Снова молчание. Наконец Томми не выдержал:
— Что же ты не спрашиваешь? К чему эта дурацкая тактичность?
— Я знаю, тактичное молчание иногда страшно действует на нервы, — ответила Таппенс. — Но, с другой стороны, когда я спрашиваю, тебя это тоже раздражает. Да и незачем спрашивать. У тебя на лице все написано.
— Вот не думал, что похож на Печального Пьеро.
— Куда там, милый, — сказала Таппенс. — У тебя на губах застыла отчаянная улыбка висельника, и ничего более душераздирающего я не видела в жизни.
Томми усмехнулся.
— Неужели даже так?
— Больше, чем так. Ну, довольно, выкладывай! Ничего не выходит?
— Ничего не выходит. Я им не нужен ни в каком качестве. Ей-богу, Таппенс, ну разве не обидно, когда с сорокашестилетним мужчиной разговаривают как со слабоумным дряхлым дедом? Армия, Флот, Министерство иностранных дел — все твердят одно: вы слишком стары, может быть, понадобитесь позднее.
Таппенс вздохнула:
— Со мной то же самое. Медсестры моего возраста? Нет, спасибо, не нужны. А на любую другую работу? Тоже не требуется. Они лучше возьмут дурочку с кудряшками, которая в жизни не видела ни одной раны и не простерилизовала ни одного бинта, чем меня, проработавшую три года, с пятнадцатого по восемнадцатый, сначала палатной и хирургической медсестрой, потом за баранкой грузового фургона, а потом личным шофером, возила на легковом автомобиле генерала. И на том, и на другом, и на третьем месте, смею утверждать, не ударила в грязь лицом. А теперь я, оказывается, никому не нужная надоедливая дамочка в годах, которая не желает сидеть тихо у себя дома и заниматься вязанием, как ей положено.
Томми мрачно заключил:
— Не война, а сущий ад.
— Мало того, что идет война, так еще не дают принять в ней участие. Это уж совсем безобразие.

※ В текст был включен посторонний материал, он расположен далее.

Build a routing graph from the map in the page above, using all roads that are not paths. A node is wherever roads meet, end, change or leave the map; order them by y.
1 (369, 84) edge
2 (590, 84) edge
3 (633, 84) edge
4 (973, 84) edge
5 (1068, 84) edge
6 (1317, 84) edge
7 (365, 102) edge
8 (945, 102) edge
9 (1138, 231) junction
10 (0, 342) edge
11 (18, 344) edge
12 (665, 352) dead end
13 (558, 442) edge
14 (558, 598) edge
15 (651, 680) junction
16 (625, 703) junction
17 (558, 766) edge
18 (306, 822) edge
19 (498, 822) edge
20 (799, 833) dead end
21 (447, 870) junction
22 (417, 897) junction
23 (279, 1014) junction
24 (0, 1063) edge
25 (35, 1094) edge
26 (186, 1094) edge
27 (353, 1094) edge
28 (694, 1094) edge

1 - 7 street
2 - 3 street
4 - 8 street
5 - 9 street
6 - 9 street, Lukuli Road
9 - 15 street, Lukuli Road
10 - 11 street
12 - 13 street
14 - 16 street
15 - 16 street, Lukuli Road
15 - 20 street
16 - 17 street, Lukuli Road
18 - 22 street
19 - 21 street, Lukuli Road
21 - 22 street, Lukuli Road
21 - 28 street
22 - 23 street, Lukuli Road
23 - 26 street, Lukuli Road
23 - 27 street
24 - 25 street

— Зато, по крайней мере, для Деборы нашлась работа, — попробовал утешить ее Томми.
— Она-то устроилась, — отозвалась «мать Деборы». — И конечно, со своей работой справляется хорошо. Но я лично думаю, Томми, что смогла бы работать не хуже Деборы.
Томми ухмыльнулся.
— А она, наверно, так не считает.
— С дочерьми иногда бывает очень трудно, — покачала головой Таппенс. — Особенно когда они стараются проявлять сочувствие.
— А уж как Дерек снисходит к моим слабостям, это просто невыносимо, — проворчал Томми. — Так и читаешь в его взгляде: «Бедный старый папаша!»

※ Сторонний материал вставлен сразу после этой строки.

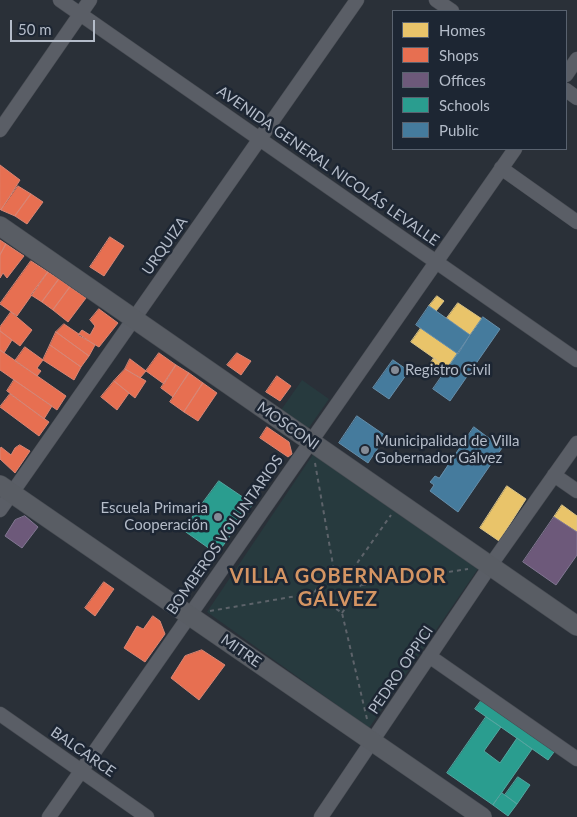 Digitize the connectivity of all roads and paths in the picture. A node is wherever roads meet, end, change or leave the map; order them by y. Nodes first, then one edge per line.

— Честно признаться, — кивнула Таппенс, — наши детки, конечно, замечательные, но все-таки от них можно с ума сойти.
Однако при упоминании о близнецах Дереке и Деборе лицо матери сразу смягчилось.
— Должно быть, людям всегда трудно самим почувствовать, что они стареют и ни к чему не пригодны, — задумчиво проговорил Томми.
Таппенс сердито фыркнула, высоко вскинула темную, гладко причесанную голову и выпрямилась в кресле, так что зеленовато-серый шерстяной клубок покатился на пол.
— Это мы-то ни к чему не пригодны? — возмутилась она. — Ты и я? Или просто все кому не лень стараются нам это внушить? Может быть, от нас и вообще никогда не было проку?
— Может, и так, — вздохнул Томми.
— Не знаю. По крайней мере, в прежние времена мы чувствовали себя нужными. А теперь я, кажется, готова поверить, что на самом деле ничего этого не было. Было или не было, Томми? Было это, что немецкие агенты оглушили тебя ударом по голове и похитили? Было, что как-то раз мы с тобой выследили опасного преступника — и схватили его? Что мы спасли одну девушку и завладели важными секретными документами, и за это родина, можно сказать, выразила нам благодарность?[218] Нам! Тебе и мне! Ныне презираемым и никому не нужным мистеру и миссис Бирсфорд.
— Ну, ну! Умерь свой пыл, дорогая. Ни к чему это.
— Все равно, — сказала Таппенс, сморгнув непрошеную слезу. — Я разочарована в нашем мистере Картере.